Élaborons sur cette assertion : elle justifierait en effet une perception commune à la fois désabusée et opportuniste du multilatéralisme, selon laquelle les grandes puissances se tiendraient pour ainsi dire en permanente embuscade, attendant prudemment que les conditions soient réunies pour passer à l’action. Soit. Toujours est-il que cette vision soustrait néanmoins à notre vigilance analytique toute potentielle stratégie de gain de puissance qui ne ressemblerait pas à ce que l’on connaît déjà.

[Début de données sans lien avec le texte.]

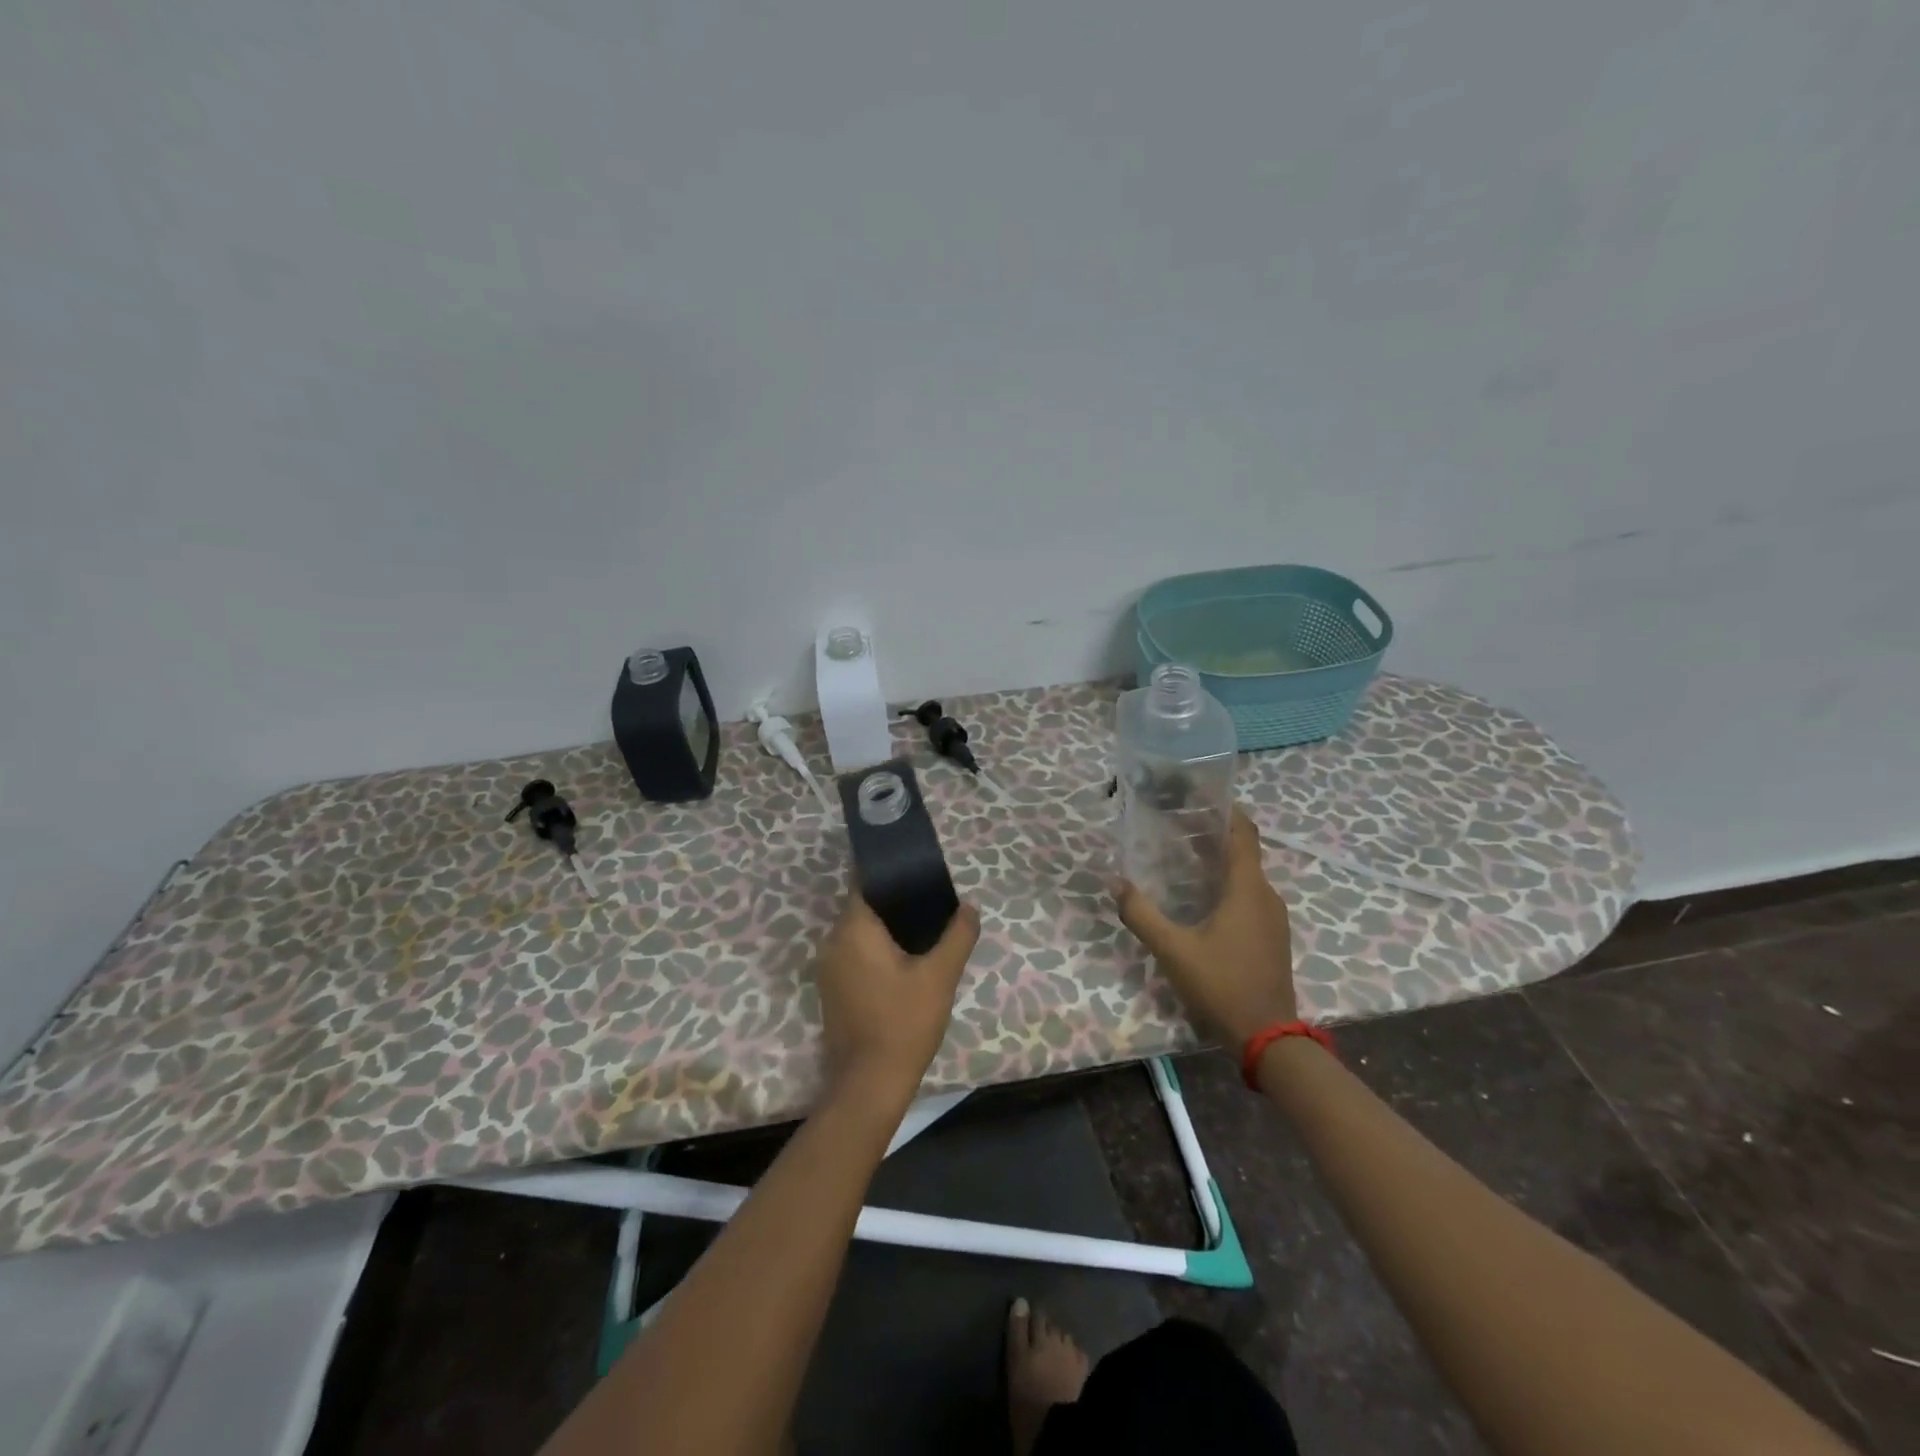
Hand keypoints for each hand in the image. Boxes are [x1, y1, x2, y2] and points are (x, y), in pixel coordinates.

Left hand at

Telle qu’une stratégie dépassant le cadre d’un jeu à somme nulle, sans (tentative de) rupture soudaine d’équilibre, et qui miserait sur l’indivisibilité de la sécurité, non par opportunisme hégémonique travesti en bienveillance, ni idéologie, mais par pragmatisme lucide, la compétition sécuritaire selon les modalités du réalisme offensif se révélant contreproductive à moyen terme.

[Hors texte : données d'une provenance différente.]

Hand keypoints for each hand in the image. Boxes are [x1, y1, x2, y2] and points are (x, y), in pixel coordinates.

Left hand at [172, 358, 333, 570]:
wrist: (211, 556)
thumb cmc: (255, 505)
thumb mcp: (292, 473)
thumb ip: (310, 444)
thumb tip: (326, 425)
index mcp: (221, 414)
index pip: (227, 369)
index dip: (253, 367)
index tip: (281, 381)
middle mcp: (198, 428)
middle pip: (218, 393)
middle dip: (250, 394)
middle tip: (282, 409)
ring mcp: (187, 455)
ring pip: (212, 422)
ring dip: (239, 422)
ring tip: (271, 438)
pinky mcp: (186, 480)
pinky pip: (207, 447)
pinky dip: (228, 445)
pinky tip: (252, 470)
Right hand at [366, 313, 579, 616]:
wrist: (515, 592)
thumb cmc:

Mearsheimer, citant Edward H. Carr[13], rappelle que les réalistes, résignés à l’idée de l’inévitabilité de la compétition sécuritaire et de la guerre, estiment que «la  plus grande sagesse réside dans l’acceptation et l’adaptation à ces forces et tendances ». Ce qui pouvait alors se comprendre comme une injonction à embrasser la compétition sécuritaire pourrait, avec le recul des dernières décennies, désormais suggérer d’embrasser le parti de la résilience et de la stabilité face aux risques géopolitiques ou financiers. Or c’est cette capacité de résilience, qui s’apparenterait en réalité à de la prévention et gestion du risque appliquée à la géopolitique, que Russie et Chine, accompagnés de leurs partenaires, entendent continuer de développer par le biais d’entités multilatérales telles que l’OCS ou les BRICS, ou par la mise en œuvre de politique de bon voisinage, d’autonomisation des politiques étrangères ou encore d’émancipation progressive du recours au dollar américain dans les échanges internationaux.

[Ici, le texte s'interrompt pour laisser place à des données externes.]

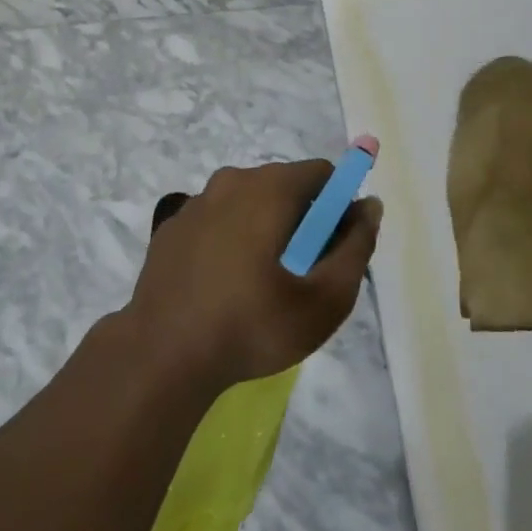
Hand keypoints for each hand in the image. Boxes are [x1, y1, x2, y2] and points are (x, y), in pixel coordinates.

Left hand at [125, 159, 380, 391]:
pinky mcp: (172, 228)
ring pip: (250, 204)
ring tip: (260, 288)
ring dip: (266, 231)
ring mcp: (196, 203)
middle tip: (301, 277)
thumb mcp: (325, 298)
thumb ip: (357, 246)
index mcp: (270, 186)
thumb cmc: (253, 324)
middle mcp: (232, 180)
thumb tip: (369, 206)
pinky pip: (218, 222)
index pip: (322, 174)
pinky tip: (224, 288)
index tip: (332, 252)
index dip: (338, 208)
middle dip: (303, 221)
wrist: (162, 356)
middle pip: (286, 187)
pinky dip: (231, 241)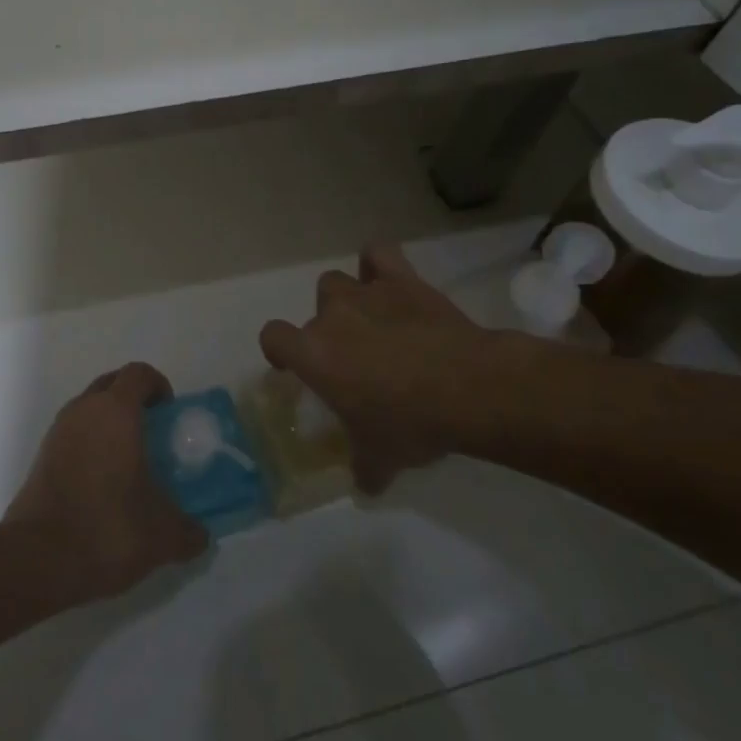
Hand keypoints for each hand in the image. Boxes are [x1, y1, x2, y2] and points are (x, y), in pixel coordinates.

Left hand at [5, 362, 208, 601]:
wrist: (38, 559)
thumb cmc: (108, 528)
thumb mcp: (162, 535)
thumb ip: (188, 530)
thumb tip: (200, 536)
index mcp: (116, 412)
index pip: (138, 374)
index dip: (158, 386)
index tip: (170, 414)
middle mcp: (83, 411)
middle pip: (111, 384)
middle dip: (133, 399)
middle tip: (153, 433)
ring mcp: (57, 433)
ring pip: (88, 409)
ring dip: (109, 423)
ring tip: (130, 461)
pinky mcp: (41, 458)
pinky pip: (72, 436)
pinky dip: (90, 446)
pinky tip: (103, 483)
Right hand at [259, 243, 581, 494]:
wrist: (468, 389)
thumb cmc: (411, 424)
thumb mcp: (381, 457)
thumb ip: (364, 467)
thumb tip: (365, 486)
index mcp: (314, 355)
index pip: (273, 337)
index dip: (280, 350)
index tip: (293, 366)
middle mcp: (331, 317)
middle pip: (314, 312)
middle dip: (328, 332)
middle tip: (354, 358)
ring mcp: (366, 293)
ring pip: (337, 282)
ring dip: (348, 299)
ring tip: (372, 320)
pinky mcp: (401, 280)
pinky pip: (378, 254)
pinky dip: (378, 265)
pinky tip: (388, 280)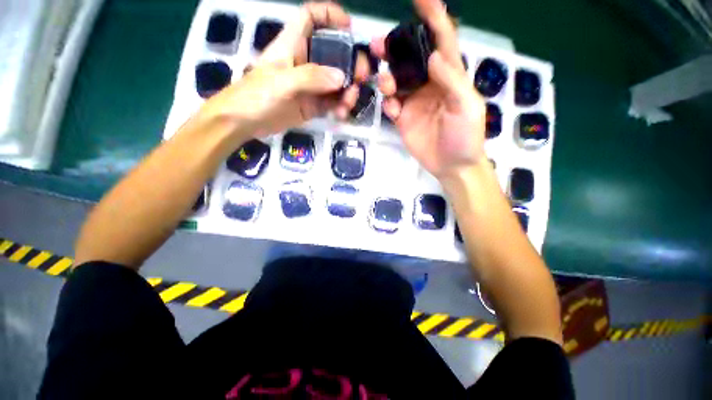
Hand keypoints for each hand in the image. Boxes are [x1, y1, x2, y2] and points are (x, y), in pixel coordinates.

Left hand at [199, 2, 370, 136]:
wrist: (244, 123)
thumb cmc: (256, 96)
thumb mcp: (281, 82)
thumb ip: (311, 78)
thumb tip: (341, 78)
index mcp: (292, 45)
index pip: (311, 18)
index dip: (330, 15)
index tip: (350, 27)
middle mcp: (304, 62)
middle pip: (333, 53)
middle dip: (350, 63)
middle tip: (361, 78)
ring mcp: (310, 86)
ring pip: (336, 82)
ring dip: (347, 91)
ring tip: (348, 103)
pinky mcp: (312, 105)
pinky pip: (332, 103)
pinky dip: (340, 108)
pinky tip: (341, 114)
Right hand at [371, 0, 486, 178]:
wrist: (452, 165)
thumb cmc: (465, 136)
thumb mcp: (466, 107)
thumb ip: (452, 80)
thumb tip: (433, 55)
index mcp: (449, 76)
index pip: (441, 41)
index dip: (433, 18)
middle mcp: (429, 84)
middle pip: (410, 59)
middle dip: (395, 49)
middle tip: (377, 45)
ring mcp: (414, 102)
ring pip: (396, 80)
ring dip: (387, 77)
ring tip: (385, 84)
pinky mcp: (402, 118)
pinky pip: (391, 105)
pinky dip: (388, 103)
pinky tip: (392, 110)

Il ne s’agit pas ici pour autant d’argumenter en faveur des réalistes défensifs, auxquels Mearsheimer oppose des résultats statistiques indéniablement en faveur des agresseurs. L’idée serait plutôt de signaler un changement de paradigme advenant alors que l’actuel est parvenu au bout de sa logique, et qui ferait la part belle à la résilience en tant que garantie de survie et par extension à l’indivisibilité de la sécurité, mise en avant par des puissances qui auront compris les limites, sinon le caractère aujourd’hui utopique, des aspirations à l’hégémonie (quand bien même seulement régionale) au sens réaliste offensif[14]. Un examen des fonctionnalités, notamment émergentes, de l’OCS devrait permettre d’illustrer cette idée.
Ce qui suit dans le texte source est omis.